Researchers at Cincinnati Children's Hospital Medical Center have opined that inhibiting an enzyme in the brains of newborns suffering from oxygen and blood flow deprivation stops a type of brain damage that is a leading cause of cerebral palsy, mental retardation and death.
Reporting their results in the Journal of Neuroscience, the scientists show blocking the brain enzyme, tissue-type plasminogen activator (tPA), prevents progressive brain damage triggered by the lack of oxygen and blood supply. The experimental pre-clinical treatment involved putting a naturally occurring substance called plasminogen activator inhibitor-1 (PAI-1) into the brains of newborn rats, said Chia-Yi Kuan, M.D. PhD, senior investigator on the study and a researcher in the divisions of Developmental Biology and Neurology at Cincinnati Children's.

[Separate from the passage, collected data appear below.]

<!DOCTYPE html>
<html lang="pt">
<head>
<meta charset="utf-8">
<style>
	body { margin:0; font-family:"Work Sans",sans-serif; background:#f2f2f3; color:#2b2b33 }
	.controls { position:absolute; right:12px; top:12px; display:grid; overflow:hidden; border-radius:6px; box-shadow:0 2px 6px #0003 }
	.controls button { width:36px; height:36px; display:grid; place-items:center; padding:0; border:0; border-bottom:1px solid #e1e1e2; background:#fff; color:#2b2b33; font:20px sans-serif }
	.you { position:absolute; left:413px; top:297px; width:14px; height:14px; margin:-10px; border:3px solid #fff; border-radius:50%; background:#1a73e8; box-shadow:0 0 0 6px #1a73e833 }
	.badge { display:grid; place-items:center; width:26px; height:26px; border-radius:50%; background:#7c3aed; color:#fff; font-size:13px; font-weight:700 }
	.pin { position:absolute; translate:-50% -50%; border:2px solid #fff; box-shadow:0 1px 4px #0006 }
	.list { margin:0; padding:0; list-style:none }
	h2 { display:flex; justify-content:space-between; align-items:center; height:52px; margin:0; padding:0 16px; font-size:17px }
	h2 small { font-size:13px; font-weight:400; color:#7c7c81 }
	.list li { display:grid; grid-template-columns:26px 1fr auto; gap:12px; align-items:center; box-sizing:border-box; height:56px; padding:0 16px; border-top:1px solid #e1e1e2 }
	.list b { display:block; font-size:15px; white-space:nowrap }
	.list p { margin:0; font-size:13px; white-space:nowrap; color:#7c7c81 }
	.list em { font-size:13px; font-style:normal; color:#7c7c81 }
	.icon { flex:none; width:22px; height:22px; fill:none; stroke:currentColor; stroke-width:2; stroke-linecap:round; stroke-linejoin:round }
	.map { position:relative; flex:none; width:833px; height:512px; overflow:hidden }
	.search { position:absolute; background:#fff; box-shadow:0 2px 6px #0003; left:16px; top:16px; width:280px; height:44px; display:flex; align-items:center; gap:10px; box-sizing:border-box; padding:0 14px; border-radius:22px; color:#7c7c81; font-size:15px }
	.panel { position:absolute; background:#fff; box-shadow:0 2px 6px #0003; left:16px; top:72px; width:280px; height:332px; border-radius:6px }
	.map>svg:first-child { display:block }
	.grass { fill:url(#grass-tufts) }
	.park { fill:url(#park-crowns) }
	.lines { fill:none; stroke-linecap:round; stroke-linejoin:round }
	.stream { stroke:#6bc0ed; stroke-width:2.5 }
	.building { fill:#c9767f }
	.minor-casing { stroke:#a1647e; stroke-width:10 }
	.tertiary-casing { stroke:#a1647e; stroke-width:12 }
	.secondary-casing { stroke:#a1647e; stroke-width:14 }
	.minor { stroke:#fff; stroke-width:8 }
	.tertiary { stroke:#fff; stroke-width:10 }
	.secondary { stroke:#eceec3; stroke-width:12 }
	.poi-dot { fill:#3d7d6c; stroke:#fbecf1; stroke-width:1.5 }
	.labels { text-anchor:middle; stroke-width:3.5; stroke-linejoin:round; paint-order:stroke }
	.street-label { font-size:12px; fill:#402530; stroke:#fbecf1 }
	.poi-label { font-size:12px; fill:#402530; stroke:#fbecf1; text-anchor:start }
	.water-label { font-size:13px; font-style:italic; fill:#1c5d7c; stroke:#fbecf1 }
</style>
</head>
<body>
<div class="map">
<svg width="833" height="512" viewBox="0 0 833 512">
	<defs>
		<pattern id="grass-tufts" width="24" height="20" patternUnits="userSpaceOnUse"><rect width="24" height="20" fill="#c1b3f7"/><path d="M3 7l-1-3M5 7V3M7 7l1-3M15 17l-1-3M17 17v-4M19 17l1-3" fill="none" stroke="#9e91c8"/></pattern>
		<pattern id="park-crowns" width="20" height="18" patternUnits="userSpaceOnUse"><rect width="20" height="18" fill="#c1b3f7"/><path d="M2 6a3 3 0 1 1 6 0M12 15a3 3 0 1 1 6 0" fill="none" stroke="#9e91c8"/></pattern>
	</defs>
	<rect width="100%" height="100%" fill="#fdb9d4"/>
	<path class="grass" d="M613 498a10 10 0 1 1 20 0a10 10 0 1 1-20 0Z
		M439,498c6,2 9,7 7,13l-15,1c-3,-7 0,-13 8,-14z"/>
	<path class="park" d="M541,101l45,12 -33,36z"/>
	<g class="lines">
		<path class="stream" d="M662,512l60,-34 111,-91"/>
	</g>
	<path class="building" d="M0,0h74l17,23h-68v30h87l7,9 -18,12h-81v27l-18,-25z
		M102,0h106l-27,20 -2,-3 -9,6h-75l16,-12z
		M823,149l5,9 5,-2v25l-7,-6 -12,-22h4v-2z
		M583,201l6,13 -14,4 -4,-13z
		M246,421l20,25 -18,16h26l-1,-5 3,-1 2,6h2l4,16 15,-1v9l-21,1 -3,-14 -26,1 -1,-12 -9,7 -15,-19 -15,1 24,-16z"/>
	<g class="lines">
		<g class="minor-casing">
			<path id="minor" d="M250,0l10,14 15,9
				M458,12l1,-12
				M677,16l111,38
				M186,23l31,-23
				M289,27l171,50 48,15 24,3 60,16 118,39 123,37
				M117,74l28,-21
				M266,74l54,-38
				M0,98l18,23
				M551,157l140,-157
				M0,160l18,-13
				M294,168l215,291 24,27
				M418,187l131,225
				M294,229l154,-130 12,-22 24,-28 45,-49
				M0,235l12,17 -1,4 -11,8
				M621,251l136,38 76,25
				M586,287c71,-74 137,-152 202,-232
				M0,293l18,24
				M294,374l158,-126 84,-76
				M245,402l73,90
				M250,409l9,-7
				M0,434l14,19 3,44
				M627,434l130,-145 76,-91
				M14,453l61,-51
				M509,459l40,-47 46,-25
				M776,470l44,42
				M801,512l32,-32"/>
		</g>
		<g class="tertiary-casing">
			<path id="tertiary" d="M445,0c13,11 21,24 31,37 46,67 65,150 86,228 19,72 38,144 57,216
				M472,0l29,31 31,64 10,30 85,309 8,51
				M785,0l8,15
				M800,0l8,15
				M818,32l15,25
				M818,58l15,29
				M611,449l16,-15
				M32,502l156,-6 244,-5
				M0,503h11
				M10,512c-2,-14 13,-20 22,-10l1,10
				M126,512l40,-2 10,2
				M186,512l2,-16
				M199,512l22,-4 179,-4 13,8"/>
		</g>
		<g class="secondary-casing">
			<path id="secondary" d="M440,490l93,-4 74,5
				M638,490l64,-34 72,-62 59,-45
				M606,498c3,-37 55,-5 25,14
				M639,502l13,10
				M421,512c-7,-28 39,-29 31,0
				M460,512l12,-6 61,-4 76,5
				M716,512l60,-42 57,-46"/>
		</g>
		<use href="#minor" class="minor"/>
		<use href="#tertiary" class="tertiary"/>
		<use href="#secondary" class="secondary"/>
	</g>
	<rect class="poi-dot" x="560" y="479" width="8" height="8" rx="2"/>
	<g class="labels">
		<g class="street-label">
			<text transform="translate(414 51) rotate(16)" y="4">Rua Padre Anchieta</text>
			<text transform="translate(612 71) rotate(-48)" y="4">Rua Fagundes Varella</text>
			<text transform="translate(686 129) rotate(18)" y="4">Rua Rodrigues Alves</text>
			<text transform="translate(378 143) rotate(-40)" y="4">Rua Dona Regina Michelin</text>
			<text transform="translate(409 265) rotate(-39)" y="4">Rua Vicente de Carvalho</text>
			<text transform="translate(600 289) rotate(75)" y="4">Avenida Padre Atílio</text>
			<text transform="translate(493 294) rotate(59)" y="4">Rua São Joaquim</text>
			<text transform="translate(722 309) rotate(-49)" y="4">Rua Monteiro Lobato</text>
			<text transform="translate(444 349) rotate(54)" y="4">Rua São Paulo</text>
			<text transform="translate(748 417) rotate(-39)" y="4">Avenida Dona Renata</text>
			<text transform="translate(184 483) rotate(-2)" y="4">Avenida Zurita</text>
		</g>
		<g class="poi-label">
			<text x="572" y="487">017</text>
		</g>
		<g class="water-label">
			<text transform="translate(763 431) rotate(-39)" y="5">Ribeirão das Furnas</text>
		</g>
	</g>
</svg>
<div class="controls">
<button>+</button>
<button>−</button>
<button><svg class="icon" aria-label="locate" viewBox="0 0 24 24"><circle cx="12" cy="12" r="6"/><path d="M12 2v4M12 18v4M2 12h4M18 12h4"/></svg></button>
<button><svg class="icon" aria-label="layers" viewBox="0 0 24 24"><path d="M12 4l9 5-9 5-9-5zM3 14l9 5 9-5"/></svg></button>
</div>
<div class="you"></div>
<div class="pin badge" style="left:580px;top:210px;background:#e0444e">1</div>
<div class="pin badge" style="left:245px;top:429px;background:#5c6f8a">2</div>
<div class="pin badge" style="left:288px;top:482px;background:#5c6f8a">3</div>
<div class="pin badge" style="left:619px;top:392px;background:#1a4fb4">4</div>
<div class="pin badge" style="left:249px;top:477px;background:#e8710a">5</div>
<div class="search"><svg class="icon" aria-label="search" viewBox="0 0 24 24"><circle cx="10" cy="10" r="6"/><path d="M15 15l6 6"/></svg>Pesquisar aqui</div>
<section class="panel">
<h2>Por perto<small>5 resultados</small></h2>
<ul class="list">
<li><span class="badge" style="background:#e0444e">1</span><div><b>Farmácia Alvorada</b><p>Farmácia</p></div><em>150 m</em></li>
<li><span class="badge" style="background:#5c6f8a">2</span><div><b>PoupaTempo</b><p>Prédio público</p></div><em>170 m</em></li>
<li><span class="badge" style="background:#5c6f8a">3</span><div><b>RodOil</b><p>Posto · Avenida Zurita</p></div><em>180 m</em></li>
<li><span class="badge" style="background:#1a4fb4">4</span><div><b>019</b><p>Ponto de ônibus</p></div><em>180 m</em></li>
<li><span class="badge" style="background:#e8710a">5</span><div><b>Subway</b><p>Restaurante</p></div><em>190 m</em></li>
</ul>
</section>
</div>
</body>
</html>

Besides demonstrating the brain's plasminogen activator system plays a pivotal role in neonatal cerebral hypoxic-ischemic brain injury, Dr. Kuan said the study also shows this system may be a promising therapeutic target in infants suffering hypoxic-ischemic encephalopathy (HIE). Identification of a treatment target is a vital step to finding better ways to treat newborns with HIE.
Earlier studies have pointed to the role certain brain proteases, or enzymes, play in adult brain injury following stroke, but very little has been known about what these enzymes do in neonatal cerebral hypoxic-ischemia, according to the researchers. The enzyme in this case, tPA, normally breaks down proteins and other molecules to eliminate blood clots.

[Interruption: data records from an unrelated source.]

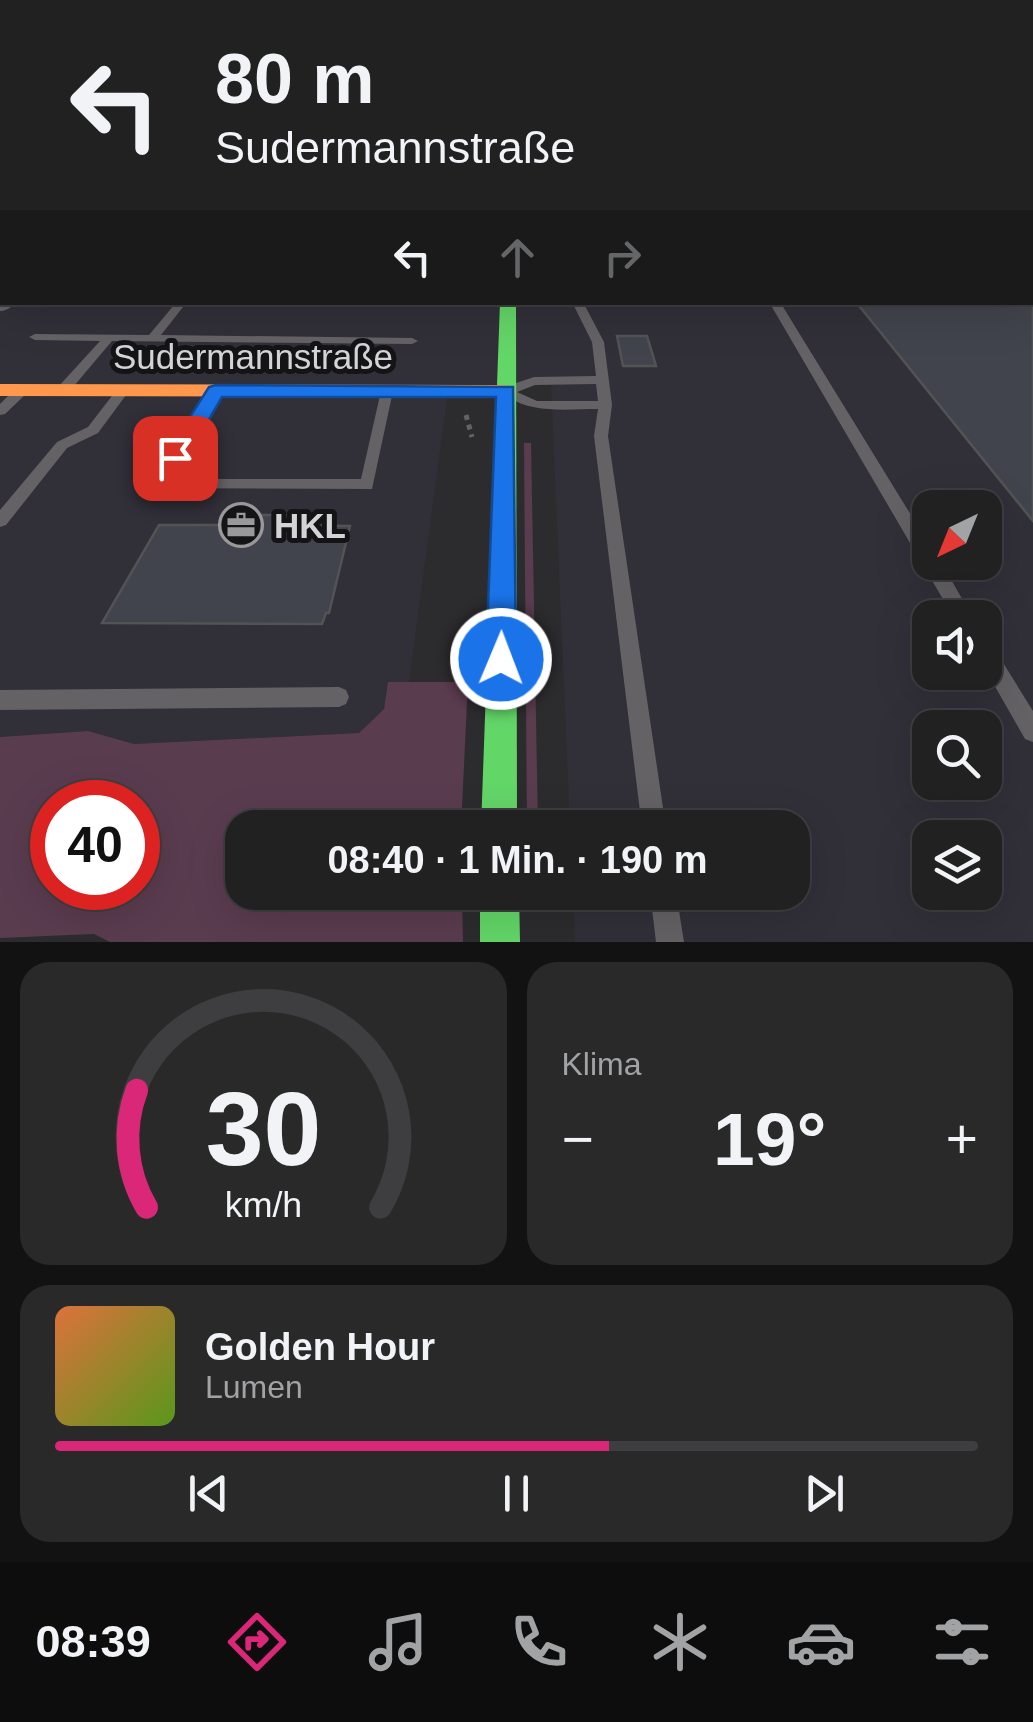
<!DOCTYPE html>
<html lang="de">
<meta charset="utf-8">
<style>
:root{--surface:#212122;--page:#29292a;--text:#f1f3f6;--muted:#a2a3a5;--line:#3e3e40;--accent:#db2777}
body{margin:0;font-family:Helvetica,sans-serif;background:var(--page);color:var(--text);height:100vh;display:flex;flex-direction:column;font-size:38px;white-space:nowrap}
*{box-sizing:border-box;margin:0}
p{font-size:32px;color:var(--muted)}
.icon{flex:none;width:55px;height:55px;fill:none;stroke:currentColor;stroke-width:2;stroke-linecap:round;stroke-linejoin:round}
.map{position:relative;height:942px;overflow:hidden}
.side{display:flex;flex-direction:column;gap:20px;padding:20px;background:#121213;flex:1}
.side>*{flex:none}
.guide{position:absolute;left:0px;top:0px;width:1035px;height:305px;box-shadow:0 10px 40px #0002,0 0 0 2px var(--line);background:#212122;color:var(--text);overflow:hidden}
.needle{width:65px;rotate:223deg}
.buttons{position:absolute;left:912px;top:490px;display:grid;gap:20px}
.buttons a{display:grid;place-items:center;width:90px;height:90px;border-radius:20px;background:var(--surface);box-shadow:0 10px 40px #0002,0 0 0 2px var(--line);font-size:50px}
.speed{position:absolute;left:30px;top:780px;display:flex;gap:20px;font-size:50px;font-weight:700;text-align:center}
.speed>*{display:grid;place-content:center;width:130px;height:130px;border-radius:50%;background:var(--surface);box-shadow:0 10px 40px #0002,0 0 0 2px var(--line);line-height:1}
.speed .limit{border:15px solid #d22;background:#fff;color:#111}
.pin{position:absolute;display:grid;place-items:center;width:85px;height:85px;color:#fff;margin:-42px;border-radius:20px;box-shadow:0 5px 15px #0006}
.me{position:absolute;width:110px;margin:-55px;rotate:1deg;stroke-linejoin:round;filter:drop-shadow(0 0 8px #0008)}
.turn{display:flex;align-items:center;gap:35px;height:210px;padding:0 50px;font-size:45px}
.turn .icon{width:130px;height:130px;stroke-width:2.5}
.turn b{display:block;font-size:70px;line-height:85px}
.lanes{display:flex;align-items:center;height:95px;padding:0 50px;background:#0003;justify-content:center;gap:50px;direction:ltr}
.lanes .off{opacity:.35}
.big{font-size:75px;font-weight:600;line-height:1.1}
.side .card{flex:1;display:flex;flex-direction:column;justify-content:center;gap:15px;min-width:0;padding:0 35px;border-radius:30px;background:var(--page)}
.side .dial{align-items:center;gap:0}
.dial svg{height:260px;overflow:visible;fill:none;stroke:var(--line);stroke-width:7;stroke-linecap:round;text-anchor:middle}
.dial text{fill:var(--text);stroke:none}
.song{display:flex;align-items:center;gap:30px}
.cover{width:120px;height:120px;border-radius:15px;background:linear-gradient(135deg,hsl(20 70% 55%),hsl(90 70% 35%))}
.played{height:10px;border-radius:5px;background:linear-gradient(90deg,var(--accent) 60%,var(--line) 60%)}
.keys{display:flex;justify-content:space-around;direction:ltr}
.heat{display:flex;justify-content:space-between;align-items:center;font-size:55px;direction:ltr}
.side .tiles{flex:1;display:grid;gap:20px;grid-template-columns:1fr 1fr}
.card:last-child{grid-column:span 2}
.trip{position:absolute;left:225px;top:810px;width:585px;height:100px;border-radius:30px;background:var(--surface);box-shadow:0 10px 40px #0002,0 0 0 2px var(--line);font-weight:600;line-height:100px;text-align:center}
.dock{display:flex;height:160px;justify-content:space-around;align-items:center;background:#0d0d0e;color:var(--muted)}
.dock .icon{width:70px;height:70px}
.dock .selected{color:var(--accent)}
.dock b{font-size:45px;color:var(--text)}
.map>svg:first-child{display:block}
.built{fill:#312f38;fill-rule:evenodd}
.green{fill:#5a3c4f;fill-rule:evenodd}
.building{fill:#42444d;stroke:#525355;stroke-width:2.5}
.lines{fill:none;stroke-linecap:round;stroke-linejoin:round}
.path-far1{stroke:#636264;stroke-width:5;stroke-dasharray:5 5;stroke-linecap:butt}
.path{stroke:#636264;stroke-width:8;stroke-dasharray:8 8;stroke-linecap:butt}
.lane{fill:#656266;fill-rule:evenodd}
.street{stroke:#656266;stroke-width:30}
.fast{fill:#63d668;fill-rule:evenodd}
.slow{fill:#ff974d;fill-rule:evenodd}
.route{fill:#1a73e8;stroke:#114b97;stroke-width:2.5}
.labels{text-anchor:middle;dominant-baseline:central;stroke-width:10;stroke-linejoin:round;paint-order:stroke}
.street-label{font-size:35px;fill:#d4d3d6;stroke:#141416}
.poi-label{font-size:35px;font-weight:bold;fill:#d4d3d6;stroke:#141416;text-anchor:start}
</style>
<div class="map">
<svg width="1033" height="942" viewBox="0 0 1033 942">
<rect width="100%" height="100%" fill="#2c2c2e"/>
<path class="built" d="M0 153 2 302H1032L1033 153V942H575L573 893 792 892V828L570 827 551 385 449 384 409 682H388L384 709 359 733 134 744 88 731 0 737ZM930 508H985V562H930ZM930 618H985V672H930ZM930 728H985V782H930ZM930 838H985V892H930Z"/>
<g class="green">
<polygon points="524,443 531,443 538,828 527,827"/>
<path d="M388 682H468L461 827 242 828V892L462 893 463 942H110L94 934 0 938V737L88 731 134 744 359 733 384 709ZM52 802H138V888H52Z"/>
</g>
<g class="building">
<polygon points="856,302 1033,302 1033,521"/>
<polygon points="617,336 647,336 656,366 623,366"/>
<polygon points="226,515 291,515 287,525 350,526 329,613 326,613 322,624 102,623 159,525 221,525"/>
</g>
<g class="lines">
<polyline class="path-far1" points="466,415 472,437"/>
<polyline class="path" points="546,814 630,817"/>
<g class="lane">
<rect x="0" y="241" width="2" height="6"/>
<polygon points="2,254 2,261 0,262 0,255"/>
<path d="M572 302H583L604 342 612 405 608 436 666 828H642L594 436 598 409C564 409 527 415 500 391L501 388 534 377 596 376 592 342ZM596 384 598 401H537L517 392 535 385Z"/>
<polygon points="769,302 780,302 930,546 930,562 941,562 973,618 954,618"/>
<polygon points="178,304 183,307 161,335 412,338 418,341 412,344 112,341 68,393 58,393 57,390 58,387 100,341 35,340 29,337 35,334 149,335 174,305"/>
<polygon points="22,386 27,387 28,390 27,393 5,414 0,415 0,404 17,387"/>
<polygon points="123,387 129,391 98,433 67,448 6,525 0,527 0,510 57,442 88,427 118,388"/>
<polygon points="216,387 222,391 170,479 361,479 381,391 387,387 393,391 372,489 154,488 151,484 154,480 210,391"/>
<polygon points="985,642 992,645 1033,711 1033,742 1025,739 985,669"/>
<polygon points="339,687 346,690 349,697 346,704 339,707 0,710 0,690"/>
<polygon points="650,892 676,892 684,942 656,942"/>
</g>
<polyline class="street" points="0,296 2,295"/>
<g class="fast">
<polygon points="500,302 516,302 517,828 481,828"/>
<polygon points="480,892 519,892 520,942 480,942"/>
</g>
<polygon class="slow" points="0,384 506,385 516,391 506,397 0,396"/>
</g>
<linearGradient id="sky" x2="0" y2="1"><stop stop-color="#181819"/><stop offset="0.54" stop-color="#454b57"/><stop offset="1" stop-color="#454b57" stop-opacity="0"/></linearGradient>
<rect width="1033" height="284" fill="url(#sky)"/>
<polygon class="route" points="216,385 513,387 516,659 511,669 501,673 490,669 486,659 496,397 222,397 183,464 167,464 164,458 167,453 209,387"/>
<defs>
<g id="office-ring" transform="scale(2.25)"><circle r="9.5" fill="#141416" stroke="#99999b" stroke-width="1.5"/><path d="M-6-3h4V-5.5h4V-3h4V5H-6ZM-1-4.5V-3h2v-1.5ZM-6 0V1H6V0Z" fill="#99999b"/></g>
</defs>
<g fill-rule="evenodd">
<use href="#office-ring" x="241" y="525"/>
</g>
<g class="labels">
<g class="street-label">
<text x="253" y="356">Sudermannstraße</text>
</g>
<g class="poi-label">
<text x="274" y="525">HKL</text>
</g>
</g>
</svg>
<div class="buttons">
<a><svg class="needle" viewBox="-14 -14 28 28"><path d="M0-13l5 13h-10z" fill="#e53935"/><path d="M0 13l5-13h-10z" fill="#a2a3a5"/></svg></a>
<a><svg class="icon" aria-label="sound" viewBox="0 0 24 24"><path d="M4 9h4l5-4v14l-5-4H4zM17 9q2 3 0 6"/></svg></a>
<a><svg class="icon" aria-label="search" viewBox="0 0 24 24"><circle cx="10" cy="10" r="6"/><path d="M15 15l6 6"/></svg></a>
<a><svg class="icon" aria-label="layers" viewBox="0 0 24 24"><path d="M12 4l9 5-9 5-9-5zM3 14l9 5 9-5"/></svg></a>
</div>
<div class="speed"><div class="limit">40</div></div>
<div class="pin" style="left:175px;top:458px;background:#d93025"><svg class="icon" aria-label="arrive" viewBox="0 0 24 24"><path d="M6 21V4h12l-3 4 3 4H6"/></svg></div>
<svg class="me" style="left:501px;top:659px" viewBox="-20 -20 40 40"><circle r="17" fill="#1a73e8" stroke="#fff" stroke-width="3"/><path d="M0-11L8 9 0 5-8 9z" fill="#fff"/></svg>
<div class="trip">08:40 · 1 Min. · 190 m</div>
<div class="guide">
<div class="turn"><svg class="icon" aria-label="left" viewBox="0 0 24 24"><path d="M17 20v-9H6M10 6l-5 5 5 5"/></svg><div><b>80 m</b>Sudermannstraße</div></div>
<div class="lanes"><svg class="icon" aria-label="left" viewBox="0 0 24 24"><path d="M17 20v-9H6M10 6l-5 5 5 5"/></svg><svg class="icon off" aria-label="ahead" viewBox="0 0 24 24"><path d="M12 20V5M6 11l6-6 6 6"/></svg><svg class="icon off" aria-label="right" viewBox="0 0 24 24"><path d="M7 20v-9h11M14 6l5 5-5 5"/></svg></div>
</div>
</div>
<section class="side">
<div class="tiles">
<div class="card dial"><svg viewBox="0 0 100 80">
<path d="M14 69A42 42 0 1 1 86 69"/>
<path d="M14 69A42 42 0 0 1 11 33" stroke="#db2777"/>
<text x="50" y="56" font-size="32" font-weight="700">30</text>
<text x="50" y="72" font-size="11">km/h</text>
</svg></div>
<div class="card"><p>Klima</p>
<div class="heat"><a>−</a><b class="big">19°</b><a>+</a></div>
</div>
<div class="card">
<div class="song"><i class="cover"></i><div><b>Golden Hour</b><p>Lumen</p></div></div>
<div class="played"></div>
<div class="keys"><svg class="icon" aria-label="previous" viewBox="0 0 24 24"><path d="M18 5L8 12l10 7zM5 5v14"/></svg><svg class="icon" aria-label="pause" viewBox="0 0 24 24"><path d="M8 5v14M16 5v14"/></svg><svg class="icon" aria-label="next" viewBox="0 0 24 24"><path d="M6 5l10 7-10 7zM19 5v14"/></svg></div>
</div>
</div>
</section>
<nav class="dock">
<b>08:39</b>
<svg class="icon selected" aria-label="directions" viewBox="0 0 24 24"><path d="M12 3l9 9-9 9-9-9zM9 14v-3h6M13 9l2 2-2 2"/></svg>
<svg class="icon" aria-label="music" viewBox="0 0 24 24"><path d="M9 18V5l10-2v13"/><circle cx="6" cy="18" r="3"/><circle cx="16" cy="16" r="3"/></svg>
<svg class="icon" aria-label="phone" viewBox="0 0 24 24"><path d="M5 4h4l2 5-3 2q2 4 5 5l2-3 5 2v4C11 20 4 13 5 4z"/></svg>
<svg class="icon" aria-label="climate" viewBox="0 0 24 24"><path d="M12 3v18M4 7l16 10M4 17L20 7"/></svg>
<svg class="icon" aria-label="car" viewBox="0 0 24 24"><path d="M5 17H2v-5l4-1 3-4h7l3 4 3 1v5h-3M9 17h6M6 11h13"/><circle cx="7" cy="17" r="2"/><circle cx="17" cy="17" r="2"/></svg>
<svg class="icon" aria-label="filters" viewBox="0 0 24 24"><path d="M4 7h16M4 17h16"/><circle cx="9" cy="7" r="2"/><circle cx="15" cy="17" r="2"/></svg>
</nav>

The current study, posted on the journal's website this month, included one-week-old rats in which brain hypoxia-ischemia was induced. The researchers found that hypoxia-ischemia leads to increased tPA activity. The enzyme then damages the brain blood vessels and the blood-brain barrier. The blood-brain barrier is a protective system designed to prevent invasions of blood-borne materials, in particular inflammatory cells or potential contaminants, into the central nervous system.
Dr. Kuan and his colleagues report that elevated tPA activity is triggered earlier in brain hypoxia than other proteases, particularly matrix metalloproteinases, in the progressive molecular process that leads to brain injury. This makes it a better target for therapeutic intervention to shut down the injury process early.
To test the importance of plasminogen activator in HIE, the research team examined the therapeutic effect of injecting PAI-1 into newborn rats suffering from the brain blood flow reduction and systemic hypoxia. The enzyme inhibitor was injected into the intracerebroventricular region of the brain, which includes a system of canals that distribute cerebrospinal fluid throughout the organ.
The researchers found that injection of PAI-1 greatly reduced the activity of both tPA and another brain enzyme, urokinase-type plasminogen activator. It also blocked hypoxic-ischemia-induced activation of matrix metalloproteinases and damage to the blood-brain barrier. The researchers also applied magnetic resonance imaging tests and microscopic analysis of brain tissues, which showed that PAI-1 treatment greatly reduced brain edema, axonal degeneration and the loss of brain tissue.
Dr. Kuan said additional studies are needed to test the effectiveness and safety of PAI-1 therapy in other experimental animal models. The researcher team also recommends studies to determine whether infants diagnosed with HIE, or who are at high risk cerebral palsy, have elevated levels of tPA and plasmin in their brains or cerebrospinal fluid.
In human newborns, hypoxic brain injury usually occurs right before, during or shortly after birth, affecting two to four of every 1,000 births. The causes are mostly unknown, although some studies point to the possibility of problems with the placenta, maternal blood pressure or complications related to the umbilical cord. Close to 20 percent of newborn children with hypoxic-ischemia die and 25 percent of those who survive suffer from lifelong neurological problems.